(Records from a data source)
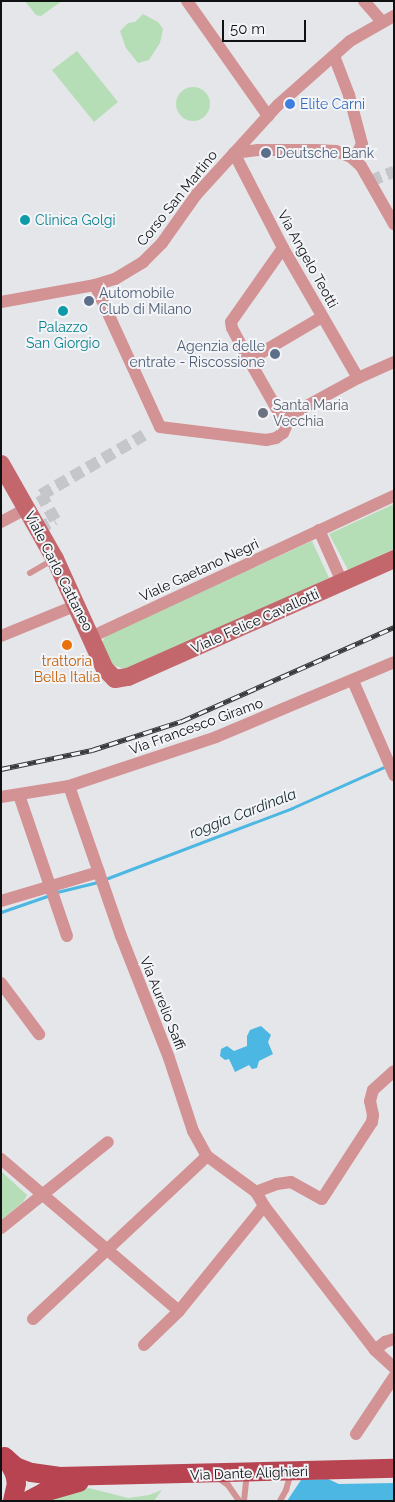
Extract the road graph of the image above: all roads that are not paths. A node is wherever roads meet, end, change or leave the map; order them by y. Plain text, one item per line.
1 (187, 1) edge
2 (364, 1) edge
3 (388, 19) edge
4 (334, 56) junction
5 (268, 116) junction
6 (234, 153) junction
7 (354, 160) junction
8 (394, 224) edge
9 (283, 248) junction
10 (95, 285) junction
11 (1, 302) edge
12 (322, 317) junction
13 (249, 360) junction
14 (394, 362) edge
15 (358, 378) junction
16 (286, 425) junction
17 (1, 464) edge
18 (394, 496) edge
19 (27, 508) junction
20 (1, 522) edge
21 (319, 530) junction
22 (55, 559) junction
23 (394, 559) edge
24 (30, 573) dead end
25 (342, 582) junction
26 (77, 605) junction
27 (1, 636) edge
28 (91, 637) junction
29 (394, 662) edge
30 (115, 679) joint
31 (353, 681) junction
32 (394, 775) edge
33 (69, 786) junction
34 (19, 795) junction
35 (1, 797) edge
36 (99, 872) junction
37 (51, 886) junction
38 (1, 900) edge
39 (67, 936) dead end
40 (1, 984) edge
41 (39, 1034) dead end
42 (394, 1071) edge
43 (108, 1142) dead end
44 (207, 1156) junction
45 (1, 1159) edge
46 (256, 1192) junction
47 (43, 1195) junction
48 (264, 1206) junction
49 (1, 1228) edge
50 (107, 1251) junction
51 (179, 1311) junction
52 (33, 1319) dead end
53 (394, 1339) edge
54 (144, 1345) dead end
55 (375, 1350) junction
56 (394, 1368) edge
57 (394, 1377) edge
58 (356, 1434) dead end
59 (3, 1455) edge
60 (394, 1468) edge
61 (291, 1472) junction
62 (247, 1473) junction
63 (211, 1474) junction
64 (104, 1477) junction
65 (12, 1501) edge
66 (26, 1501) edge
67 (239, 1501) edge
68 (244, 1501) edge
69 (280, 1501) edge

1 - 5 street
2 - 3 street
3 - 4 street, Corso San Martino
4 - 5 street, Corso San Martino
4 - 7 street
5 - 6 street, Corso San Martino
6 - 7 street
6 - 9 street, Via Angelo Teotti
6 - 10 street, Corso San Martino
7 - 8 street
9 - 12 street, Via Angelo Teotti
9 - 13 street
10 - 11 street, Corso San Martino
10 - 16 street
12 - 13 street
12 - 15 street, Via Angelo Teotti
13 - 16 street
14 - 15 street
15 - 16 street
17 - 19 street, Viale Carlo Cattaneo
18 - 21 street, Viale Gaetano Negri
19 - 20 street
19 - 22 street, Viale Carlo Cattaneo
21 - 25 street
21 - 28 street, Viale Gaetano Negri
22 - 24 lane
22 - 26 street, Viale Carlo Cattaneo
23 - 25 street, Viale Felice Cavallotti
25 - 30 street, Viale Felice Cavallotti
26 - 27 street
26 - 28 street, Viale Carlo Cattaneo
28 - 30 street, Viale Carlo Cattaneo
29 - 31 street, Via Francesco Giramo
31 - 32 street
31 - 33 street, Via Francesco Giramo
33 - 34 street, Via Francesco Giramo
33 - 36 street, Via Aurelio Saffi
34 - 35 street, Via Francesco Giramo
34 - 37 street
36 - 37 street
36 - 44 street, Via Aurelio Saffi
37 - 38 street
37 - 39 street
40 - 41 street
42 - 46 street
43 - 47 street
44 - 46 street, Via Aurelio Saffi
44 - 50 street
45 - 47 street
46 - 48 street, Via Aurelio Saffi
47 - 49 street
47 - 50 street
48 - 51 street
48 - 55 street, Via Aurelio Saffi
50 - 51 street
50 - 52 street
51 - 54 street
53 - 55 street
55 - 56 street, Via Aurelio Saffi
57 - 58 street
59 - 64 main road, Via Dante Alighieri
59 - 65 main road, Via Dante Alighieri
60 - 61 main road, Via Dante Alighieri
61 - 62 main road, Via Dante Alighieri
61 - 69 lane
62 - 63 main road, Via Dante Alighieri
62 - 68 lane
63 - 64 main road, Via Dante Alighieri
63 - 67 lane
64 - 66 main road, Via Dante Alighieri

(INSTRUCTIONS FOR THE TASK) What is needed is an exact copy of the entries, without any images.

(SOLUTION BELOW)
Extract the road graph of the image above: all roads that are not paths. A node is wherever roads meet, end, change or leave the map; order them by y. Plain text, one item per line.
1 (187, 1) edge
2 (364, 1) edge
3 (388, 19) edge
4 (334, 56) junction
5 (268, 116) junction
6 (234, 153) junction
7 (354, 160) junction
8 (394, 224) edge
9 (283, 248) junction
10 (95, 285) junction
11 (1, 302) edge
12 (322, 317) junction
13 (249, 360) junction
14 (394, 362) edge
15 (358, 378) junction
16 (286, 425) junction
17 (1, 464) edge
18 (394, 496) edge
19 (27, 508) junction
20 (1, 522) edge
21 (319, 530) junction
22 (55, 559) junction
23 (394, 559) edge
24 (30, 573) dead end
25 (342, 582) junction
26 (77, 605) junction
27 (1, 636) edge
28 (91, 637) junction
29 (394, 662) edge
30 (115, 679) joint
31 (353, 681) junction
32 (394, 775) edge
33 (69, 786) junction
34 (19, 795) junction
35 (1, 797) edge
36 (99, 872) junction
37 (51, 886) junction
38 (1, 900) edge
39 (67, 936) dead end
40 (1, 984) edge
41 (39, 1034) dead end
42 (394, 1071) edge
43 (108, 1142) dead end
44 (207, 1156) junction
45 (1, 1159) edge
46 (256, 1192) junction
47 (43, 1195) junction
48 (264, 1206) junction
49 (1, 1228) edge
50 (107, 1251) junction
51 (179, 1311) junction
52 (33, 1319) dead end
53 (394, 1339) edge
54 (144, 1345) dead end
55 (375, 1350) junction
56 (394, 1368) edge
57 (394, 1377) edge
58 (356, 1434) dead end
59 (3, 1455) edge
60 (394, 1468) edge
61 (291, 1472) junction
62 (247, 1473) junction
63 (211, 1474) junction
64 (104, 1477) junction
65 (12, 1501) edge
66 (26, 1501) edge
67 (239, 1501) edge
68 (244, 1501) edge
69 (280, 1501) edge

1 - 5 street
2 - 3 street
3 - 4 street, Corso San Martino
4 - 5 street, Corso San Martino
4 - 7 street
5 - 6 street, Corso San Martino
6 - 7 street
6 - 9 street, Via Angelo Teotti
6 - 10 street, Corso San Martino
7 - 8 street
9 - 12 street, Via Angelo Teotti
9 - 13 street
10 - 11 street, Corso San Martino
10 - 16 street
12 - 13 street
12 - 15 street, Via Angelo Teotti
13 - 16 street
14 - 15 street
15 - 16 street
17 - 19 street, Viale Carlo Cattaneo
18 - 21 street, Viale Gaetano Negri
19 - 20 street
19 - 22 street, Viale Carlo Cattaneo
21 - 25 street
21 - 28 street, Viale Gaetano Negri
22 - 24 lane
22 - 26 street, Viale Carlo Cattaneo
23 - 25 street, Viale Felice Cavallotti
25 - 30 street, Viale Felice Cavallotti
26 - 27 street
26 - 28 street, Viale Carlo Cattaneo
28 - 30 street, Viale Carlo Cattaneo
29 - 31 street, Via Francesco Giramo
31 - 32 street
31 - 33 street, Via Francesco Giramo
33 - 34 street, Via Francesco Giramo
33 - 36 street, Via Aurelio Saffi
34 - 35 street, Via Francesco Giramo
34 - 37 street
36 - 37 street
36 - 44 street, Via Aurelio Saffi
37 - 38 street
37 - 39 street
40 - 41 street
42 - 46 street
43 - 47 street
44 - 46 street, Via Aurelio Saffi
44 - 50 street
45 - 47 street
46 - 48 street, Via Aurelio Saffi
47 - 49 street
47 - 50 street
48 - 51 street
48 - 55 street, Via Aurelio Saffi
50 - 51 street
50 - 52 street
51 - 54 street
53 - 55 street
55 - 56 street, Via Aurelio Saffi
57 - 58 street
59 - 64 main road, Via Dante Alighieri
59 - 65 main road, Via Dante Alighieri
60 - 61 main road, Via Dante Alighieri
61 - 62 main road, Via Dante Alighieri
61 - 69 lane
62 - 63 main road, Via Dante Alighieri
62 - 68 lane
63 - 64 main road, Via Dante Alighieri
63 - 67 lane
64 - 66 main road, Via Dante Alighieri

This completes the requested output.